* _Your task_
Copy the listing below line for line, starting at its first line and ending with the line that has "Road topology of" in it. Add nothing.
*** Block opens ***
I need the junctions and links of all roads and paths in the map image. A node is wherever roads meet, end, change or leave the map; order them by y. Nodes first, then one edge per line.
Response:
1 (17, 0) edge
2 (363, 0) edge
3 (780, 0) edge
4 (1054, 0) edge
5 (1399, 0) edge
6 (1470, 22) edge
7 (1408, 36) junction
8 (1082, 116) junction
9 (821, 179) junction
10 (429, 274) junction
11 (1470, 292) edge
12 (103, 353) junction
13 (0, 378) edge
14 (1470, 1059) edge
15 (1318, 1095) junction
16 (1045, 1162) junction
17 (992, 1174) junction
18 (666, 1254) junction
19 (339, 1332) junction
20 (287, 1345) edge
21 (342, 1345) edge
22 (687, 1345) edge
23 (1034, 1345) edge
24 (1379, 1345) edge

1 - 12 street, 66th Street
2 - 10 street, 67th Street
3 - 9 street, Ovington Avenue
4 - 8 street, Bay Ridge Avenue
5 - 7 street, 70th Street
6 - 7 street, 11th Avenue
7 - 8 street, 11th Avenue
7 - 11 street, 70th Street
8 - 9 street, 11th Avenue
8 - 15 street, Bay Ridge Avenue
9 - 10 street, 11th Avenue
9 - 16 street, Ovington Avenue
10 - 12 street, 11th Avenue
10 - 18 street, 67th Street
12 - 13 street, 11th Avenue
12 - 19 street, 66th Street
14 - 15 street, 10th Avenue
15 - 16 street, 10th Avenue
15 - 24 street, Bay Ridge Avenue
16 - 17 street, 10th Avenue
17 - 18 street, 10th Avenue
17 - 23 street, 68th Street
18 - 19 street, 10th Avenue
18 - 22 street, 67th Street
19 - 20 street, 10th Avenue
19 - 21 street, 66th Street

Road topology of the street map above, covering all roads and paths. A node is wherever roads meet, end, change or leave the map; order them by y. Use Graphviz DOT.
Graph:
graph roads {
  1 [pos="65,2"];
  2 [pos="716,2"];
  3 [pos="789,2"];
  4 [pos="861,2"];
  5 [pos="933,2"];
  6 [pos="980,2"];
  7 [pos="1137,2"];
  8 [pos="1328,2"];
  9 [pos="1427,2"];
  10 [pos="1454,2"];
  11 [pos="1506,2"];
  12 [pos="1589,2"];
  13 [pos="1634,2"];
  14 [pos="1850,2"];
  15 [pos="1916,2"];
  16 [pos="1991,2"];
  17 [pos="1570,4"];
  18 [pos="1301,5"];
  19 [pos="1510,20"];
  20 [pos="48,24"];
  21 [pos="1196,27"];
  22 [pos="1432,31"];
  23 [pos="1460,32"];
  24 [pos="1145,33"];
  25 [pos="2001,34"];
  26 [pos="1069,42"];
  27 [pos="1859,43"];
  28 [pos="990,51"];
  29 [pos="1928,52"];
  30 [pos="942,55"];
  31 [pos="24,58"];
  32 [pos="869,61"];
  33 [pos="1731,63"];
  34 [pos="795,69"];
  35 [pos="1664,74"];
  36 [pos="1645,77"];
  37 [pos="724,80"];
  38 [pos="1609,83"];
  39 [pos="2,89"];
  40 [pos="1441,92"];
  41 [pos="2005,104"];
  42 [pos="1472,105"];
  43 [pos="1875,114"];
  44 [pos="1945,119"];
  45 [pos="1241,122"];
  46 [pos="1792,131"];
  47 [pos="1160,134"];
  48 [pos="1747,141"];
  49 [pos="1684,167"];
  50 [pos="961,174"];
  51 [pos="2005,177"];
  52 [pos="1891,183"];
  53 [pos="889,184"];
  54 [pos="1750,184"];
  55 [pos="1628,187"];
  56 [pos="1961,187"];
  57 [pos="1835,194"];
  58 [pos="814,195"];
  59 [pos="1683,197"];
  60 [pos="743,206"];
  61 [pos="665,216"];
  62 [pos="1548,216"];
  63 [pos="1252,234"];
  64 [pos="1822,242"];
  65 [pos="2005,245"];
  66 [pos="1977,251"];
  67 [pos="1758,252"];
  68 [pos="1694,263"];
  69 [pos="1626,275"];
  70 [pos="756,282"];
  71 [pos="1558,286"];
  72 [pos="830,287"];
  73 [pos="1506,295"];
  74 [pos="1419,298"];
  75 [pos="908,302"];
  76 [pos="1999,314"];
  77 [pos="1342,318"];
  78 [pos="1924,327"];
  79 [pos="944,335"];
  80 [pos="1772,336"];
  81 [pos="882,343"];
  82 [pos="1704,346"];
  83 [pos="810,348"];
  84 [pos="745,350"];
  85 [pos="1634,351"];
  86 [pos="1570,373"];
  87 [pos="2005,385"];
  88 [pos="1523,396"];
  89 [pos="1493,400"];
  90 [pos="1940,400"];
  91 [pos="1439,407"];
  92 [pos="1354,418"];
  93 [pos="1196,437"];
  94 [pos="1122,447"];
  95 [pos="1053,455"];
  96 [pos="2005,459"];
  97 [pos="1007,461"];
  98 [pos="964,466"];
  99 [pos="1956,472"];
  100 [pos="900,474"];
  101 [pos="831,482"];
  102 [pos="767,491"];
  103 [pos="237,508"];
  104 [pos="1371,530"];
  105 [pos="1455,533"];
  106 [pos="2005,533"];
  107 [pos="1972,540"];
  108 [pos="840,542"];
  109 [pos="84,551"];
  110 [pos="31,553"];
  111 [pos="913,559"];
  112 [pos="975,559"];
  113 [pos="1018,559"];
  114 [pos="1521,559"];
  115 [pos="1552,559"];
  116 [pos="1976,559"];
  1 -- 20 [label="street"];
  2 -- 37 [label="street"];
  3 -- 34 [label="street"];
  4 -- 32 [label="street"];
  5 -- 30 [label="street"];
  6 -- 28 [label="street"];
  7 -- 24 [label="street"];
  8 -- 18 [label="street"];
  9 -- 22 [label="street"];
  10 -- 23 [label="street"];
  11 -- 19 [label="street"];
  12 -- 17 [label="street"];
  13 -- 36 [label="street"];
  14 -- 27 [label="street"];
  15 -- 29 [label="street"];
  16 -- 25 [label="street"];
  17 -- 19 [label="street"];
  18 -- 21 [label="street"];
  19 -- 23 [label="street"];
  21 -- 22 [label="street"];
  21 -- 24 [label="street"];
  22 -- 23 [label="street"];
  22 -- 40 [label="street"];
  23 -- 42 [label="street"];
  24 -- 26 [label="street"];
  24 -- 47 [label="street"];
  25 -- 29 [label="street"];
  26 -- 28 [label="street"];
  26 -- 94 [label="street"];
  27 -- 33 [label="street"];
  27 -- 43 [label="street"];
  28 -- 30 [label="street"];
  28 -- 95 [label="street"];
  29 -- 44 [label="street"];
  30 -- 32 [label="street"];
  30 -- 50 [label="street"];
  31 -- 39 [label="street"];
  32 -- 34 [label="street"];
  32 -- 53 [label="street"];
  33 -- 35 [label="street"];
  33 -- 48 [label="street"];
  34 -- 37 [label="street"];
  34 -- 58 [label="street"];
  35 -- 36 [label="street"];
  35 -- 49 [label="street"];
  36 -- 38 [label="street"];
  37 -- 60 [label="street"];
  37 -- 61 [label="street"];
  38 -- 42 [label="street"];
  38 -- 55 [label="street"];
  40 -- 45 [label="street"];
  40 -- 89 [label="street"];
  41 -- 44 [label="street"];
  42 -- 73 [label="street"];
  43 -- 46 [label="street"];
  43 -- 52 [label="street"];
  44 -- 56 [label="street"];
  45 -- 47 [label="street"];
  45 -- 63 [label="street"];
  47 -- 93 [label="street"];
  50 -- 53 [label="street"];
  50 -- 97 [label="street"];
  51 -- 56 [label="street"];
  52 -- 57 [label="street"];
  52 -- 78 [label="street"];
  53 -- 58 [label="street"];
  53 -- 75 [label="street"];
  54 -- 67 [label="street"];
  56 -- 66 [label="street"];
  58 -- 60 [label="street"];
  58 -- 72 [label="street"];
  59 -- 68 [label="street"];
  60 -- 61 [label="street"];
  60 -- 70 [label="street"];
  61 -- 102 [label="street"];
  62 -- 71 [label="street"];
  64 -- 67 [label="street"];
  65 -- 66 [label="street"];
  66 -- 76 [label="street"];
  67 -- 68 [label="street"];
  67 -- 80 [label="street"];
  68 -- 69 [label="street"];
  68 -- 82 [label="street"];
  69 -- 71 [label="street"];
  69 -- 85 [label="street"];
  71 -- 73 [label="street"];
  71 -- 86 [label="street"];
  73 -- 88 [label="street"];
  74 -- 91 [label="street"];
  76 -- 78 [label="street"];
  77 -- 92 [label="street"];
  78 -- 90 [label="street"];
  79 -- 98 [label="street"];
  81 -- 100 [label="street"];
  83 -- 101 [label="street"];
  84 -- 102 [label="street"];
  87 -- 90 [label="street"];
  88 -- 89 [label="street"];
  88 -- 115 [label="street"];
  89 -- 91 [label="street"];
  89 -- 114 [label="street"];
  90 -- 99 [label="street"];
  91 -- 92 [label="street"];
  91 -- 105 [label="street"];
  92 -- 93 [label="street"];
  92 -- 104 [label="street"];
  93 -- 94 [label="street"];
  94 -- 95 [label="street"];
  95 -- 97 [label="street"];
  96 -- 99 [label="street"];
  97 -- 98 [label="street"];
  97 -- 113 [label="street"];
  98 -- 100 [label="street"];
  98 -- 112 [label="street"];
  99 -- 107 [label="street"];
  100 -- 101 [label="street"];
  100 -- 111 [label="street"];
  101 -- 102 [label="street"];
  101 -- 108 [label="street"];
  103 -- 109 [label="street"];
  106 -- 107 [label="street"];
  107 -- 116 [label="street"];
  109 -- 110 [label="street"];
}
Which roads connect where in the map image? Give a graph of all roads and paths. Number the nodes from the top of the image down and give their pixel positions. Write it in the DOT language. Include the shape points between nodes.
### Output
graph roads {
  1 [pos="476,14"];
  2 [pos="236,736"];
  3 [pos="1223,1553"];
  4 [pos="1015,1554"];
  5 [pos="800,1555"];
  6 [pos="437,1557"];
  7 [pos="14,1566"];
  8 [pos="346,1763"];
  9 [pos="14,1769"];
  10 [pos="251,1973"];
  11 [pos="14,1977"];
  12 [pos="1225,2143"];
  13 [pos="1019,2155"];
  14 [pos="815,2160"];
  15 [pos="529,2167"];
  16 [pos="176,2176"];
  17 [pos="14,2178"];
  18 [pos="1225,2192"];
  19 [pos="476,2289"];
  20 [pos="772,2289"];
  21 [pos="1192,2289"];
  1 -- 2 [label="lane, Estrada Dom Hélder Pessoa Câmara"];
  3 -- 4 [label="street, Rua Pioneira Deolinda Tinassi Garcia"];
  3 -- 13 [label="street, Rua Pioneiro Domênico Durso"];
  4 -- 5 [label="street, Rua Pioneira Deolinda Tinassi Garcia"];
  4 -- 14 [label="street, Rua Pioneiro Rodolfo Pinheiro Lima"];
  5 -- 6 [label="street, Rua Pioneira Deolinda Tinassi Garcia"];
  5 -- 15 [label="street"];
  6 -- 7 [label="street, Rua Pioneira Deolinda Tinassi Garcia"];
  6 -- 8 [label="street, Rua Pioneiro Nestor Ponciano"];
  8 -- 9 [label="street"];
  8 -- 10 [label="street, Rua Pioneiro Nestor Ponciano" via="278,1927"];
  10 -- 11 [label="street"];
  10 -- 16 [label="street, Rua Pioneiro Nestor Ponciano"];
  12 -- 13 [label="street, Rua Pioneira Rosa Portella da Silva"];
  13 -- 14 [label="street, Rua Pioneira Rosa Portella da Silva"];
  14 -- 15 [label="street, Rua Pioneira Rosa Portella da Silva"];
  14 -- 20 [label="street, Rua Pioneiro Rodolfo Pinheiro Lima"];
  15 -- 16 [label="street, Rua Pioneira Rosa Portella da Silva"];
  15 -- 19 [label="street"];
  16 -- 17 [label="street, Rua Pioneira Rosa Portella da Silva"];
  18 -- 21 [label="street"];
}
*** Block closes ***
* _Response_
I need the junctions and links of all roads and paths in the map image. A node is wherever roads meet, end, change or leave the map; order them by y. Nodes first, then one edge per line.
Response:
1 (17, 0) edge
2 (363, 0) edge
3 (780, 0) edge
4 (1054, 0) edge
5 (1399, 0) edge
6 (1470, 22) edge
7 (1408, 36) junction
8 (1082, 116) junction
9 (821, 179) junction
10 (429, 274) junction
11 (1470, 292) edge
12 (103, 353) junction
13 (0, 378) edge
14 (1470, 1059) edge
15 (1318, 1095) junction
16 (1045, 1162) junction
17 (992, 1174) junction
18 (666, 1254) junction
19 (339, 1332) junction
20 (287, 1345) edge
21 (342, 1345) edge
22 (687, 1345) edge
23 (1034, 1345) edge
24 (1379, 1345) edge

1 - 12 street, 66th Street
2 - 10 street, 67th Street
3 - 9 street, Ovington Avenue
4 - 8 street, Bay Ridge Avenue
5 - 7 street, 70th Street
6 - 7 street, 11th Avenue
7 - 8 street, 11th Avenue
7 - 11 street, 70th Street
8 - 9 street, 11th Avenue
8 - 15 street, Bay Ridge Avenue
9 - 10 street, 11th Avenue
9 - 16 street, Ovington Avenue
10 - 12 street, 11th Avenue
10 - 18 street, 67th Street
12 - 13 street, 11th Avenue
12 - 19 street, 66th Street
14 - 15 street, 10th Avenue
15 - 16 street, 10th Avenue
15 - 24 street, Bay Ridge Avenue
16 - 17 street, 10th Avenue
17 - 18 street, 10th Avenue
17 - 23 street, 68th Street
18 - 19 street, 10th Avenue
18 - 22 street, 67th Street
19 - 20 street, 10th Avenue
19 - 21 street, 66th Street

Road topology of the street map above, covering all roads and paths. A node is wherever roads meet, end, change or leave the map; order them by y. Use Graphviz DOT.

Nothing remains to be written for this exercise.